Appealing to out-of-work Ohioans, who he said have lost some 170,000 manufacturing jobs under Bush, Kerry drew a link between jobs leaving the United States and administration foreign policy.

''A lot of countries are angry at us or they look at us and think there's too much baggage in working with us," Kerry said.

The time has come for a humbler US posture on Iraq, Kerry contended.

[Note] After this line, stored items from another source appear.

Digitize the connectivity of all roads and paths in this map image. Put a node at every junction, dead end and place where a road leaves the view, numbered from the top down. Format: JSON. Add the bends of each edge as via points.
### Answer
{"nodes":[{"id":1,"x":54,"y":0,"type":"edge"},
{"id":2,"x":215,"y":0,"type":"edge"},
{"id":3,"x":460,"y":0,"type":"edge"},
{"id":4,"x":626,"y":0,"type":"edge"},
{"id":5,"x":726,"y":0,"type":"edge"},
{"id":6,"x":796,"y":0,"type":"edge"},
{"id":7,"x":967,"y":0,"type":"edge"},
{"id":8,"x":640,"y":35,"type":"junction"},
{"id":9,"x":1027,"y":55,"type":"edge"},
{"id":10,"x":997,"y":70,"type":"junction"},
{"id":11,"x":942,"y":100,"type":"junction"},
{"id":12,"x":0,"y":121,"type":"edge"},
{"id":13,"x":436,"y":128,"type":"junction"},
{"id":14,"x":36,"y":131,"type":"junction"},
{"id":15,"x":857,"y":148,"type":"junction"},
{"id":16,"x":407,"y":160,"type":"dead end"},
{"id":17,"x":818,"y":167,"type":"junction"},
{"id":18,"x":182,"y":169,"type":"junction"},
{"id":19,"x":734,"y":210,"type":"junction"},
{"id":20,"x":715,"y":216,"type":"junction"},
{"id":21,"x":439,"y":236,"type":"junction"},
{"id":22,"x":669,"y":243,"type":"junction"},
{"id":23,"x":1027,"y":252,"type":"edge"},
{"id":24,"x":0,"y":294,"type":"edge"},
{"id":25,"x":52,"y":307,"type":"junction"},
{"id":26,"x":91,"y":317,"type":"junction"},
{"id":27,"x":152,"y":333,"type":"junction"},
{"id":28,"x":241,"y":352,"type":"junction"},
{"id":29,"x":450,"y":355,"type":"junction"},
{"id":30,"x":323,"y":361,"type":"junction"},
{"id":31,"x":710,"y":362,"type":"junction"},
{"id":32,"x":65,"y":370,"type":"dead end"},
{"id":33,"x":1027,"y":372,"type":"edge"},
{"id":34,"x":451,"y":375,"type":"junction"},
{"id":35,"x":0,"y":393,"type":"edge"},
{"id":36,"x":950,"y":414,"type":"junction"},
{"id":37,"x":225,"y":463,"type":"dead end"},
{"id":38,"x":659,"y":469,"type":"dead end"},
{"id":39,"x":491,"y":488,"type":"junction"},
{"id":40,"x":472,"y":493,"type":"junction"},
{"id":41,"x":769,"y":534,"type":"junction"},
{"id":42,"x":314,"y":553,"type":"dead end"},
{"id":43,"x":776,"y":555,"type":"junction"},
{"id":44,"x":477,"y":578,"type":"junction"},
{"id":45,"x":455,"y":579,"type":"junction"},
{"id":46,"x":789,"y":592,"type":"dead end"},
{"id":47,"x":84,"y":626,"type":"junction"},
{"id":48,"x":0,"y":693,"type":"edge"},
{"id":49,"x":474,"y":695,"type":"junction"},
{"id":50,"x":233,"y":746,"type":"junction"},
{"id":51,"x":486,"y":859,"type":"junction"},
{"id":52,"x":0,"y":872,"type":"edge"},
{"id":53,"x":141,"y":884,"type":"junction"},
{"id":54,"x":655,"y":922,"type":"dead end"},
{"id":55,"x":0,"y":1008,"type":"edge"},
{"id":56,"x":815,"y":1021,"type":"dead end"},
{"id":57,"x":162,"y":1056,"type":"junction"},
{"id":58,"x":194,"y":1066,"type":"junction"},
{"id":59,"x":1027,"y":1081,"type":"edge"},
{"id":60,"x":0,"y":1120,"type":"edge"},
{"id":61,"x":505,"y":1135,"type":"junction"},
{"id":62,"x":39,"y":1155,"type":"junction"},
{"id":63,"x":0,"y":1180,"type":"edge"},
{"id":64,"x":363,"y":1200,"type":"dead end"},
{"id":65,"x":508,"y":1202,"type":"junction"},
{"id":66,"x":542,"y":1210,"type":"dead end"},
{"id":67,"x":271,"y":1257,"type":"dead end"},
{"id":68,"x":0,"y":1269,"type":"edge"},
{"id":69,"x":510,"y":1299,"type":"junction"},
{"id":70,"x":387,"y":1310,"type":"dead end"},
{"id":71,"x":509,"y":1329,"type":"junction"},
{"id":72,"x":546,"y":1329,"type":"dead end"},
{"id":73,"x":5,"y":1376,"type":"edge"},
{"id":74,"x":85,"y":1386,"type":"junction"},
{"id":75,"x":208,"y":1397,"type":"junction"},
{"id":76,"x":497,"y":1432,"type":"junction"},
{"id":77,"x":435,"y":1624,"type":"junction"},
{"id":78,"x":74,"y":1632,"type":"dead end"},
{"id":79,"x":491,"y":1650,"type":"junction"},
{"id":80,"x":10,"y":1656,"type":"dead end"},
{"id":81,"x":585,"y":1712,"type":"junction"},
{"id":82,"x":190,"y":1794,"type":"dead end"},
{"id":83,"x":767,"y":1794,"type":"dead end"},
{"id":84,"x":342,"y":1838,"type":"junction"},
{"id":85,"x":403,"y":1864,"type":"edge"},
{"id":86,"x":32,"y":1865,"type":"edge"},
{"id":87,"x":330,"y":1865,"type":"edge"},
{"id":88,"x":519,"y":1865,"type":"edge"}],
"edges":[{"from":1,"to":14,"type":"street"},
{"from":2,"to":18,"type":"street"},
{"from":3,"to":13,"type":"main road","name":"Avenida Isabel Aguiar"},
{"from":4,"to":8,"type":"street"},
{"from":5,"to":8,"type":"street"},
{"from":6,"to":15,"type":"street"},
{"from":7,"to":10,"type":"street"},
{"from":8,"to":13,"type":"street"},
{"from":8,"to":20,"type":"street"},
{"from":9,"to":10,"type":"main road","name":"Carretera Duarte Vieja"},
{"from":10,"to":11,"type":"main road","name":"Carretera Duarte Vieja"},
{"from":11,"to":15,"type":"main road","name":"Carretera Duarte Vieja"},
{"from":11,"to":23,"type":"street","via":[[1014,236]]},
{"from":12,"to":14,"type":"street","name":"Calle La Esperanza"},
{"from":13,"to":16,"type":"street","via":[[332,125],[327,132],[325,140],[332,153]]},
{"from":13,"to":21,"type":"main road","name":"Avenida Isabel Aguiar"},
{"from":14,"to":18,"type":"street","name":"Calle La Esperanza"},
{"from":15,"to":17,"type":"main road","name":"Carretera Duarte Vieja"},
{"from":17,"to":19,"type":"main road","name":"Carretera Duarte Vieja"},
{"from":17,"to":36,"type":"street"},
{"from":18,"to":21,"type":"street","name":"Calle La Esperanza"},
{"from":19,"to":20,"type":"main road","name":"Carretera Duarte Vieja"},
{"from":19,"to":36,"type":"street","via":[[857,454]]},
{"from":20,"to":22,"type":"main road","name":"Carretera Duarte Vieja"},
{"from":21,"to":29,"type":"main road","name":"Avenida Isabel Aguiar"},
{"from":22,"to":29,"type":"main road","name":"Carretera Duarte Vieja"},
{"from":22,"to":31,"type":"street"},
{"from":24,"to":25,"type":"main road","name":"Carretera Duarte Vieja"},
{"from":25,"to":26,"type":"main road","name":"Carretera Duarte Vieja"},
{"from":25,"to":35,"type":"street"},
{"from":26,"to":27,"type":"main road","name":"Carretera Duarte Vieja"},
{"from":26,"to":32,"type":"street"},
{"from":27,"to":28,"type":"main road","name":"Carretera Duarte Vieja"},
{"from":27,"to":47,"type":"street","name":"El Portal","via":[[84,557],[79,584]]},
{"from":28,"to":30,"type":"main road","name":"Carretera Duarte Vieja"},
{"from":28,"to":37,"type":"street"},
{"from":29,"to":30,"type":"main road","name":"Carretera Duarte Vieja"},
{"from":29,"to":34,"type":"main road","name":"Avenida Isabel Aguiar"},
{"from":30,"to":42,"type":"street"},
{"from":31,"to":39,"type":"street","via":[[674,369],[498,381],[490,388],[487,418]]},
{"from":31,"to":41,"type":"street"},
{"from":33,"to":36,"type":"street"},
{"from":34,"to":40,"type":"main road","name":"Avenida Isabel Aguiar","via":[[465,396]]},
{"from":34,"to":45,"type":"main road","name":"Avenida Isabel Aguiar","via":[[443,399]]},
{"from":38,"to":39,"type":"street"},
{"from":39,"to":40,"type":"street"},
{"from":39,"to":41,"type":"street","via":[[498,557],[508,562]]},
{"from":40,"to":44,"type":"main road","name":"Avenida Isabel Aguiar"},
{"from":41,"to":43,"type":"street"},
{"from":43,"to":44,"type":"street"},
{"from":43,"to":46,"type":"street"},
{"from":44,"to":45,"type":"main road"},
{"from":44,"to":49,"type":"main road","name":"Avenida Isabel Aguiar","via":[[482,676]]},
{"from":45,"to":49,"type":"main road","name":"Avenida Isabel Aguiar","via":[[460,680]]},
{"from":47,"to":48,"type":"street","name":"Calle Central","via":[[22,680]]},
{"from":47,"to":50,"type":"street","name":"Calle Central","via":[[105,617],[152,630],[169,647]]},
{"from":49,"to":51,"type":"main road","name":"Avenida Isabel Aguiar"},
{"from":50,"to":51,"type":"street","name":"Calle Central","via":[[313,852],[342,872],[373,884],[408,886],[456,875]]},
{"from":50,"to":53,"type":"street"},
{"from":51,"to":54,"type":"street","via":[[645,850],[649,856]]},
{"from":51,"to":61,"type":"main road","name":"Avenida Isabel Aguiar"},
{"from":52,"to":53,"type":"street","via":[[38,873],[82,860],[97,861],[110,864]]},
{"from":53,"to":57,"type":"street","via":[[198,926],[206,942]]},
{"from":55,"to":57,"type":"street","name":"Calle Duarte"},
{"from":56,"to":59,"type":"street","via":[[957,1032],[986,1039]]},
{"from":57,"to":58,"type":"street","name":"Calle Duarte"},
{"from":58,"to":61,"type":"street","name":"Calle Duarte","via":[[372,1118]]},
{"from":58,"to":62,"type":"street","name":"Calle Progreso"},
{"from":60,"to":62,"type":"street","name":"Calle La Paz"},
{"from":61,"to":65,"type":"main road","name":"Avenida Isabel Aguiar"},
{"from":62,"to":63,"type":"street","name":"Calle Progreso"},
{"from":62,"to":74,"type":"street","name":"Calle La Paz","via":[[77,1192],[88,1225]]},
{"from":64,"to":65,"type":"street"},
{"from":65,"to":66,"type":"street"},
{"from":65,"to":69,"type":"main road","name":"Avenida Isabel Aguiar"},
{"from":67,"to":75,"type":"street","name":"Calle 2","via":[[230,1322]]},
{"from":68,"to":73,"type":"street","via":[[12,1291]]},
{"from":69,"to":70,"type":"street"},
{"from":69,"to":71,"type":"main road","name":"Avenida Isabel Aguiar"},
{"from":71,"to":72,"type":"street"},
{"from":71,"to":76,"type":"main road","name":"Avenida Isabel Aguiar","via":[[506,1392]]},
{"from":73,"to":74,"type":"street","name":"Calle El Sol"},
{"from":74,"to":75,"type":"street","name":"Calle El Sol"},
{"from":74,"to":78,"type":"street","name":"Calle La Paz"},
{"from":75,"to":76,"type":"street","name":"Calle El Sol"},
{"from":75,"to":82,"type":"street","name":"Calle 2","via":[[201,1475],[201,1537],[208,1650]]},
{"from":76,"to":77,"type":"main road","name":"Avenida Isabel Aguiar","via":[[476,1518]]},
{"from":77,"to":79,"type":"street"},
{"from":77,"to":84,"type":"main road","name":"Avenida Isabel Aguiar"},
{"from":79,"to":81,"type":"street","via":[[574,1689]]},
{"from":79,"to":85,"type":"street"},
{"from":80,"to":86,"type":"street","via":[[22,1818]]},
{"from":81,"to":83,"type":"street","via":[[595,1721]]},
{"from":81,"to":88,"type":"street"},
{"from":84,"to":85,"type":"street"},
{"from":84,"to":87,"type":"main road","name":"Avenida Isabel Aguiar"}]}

Of Bush, he said, ''take your pride and put it away and go talk to these other countries and acknowledge that this is more complicated than we thought." Later, in Michigan, Kerry told a local television reporter that he was not insisting the UN or NATO take over the reconstruction of Iraq, suggesting that an ''ad hoc" group could also manage nonmilitary affairs.

In Toledo, Kerry argued that Bush has not developed backup assistance for the unemployed. ''At least come out and look the people in the eye who have lost their job and say we're going to give you the job training, we're going to give you the health care," Kerry said.

Republicans yesterday portrayed Kerry as a candidate on the defensive over his own military and national security record. ''His negativity and his constant politicization of the war on terror is being rejected by Americans across the country," said Bush campaign spokesman Steve Schmidt. ''He makes these highly negative comments that are in a similar vein to when [he] called Republicans liars and crooks, and when he called for regime change in the United States."

Also yesterday, former Vice President Al Gore announced that he would donate $4 million to the Democratic National Committee, and $1 million apiece to the committees that support House and Senate Democratic candidates, from his 2000 campaign accounts.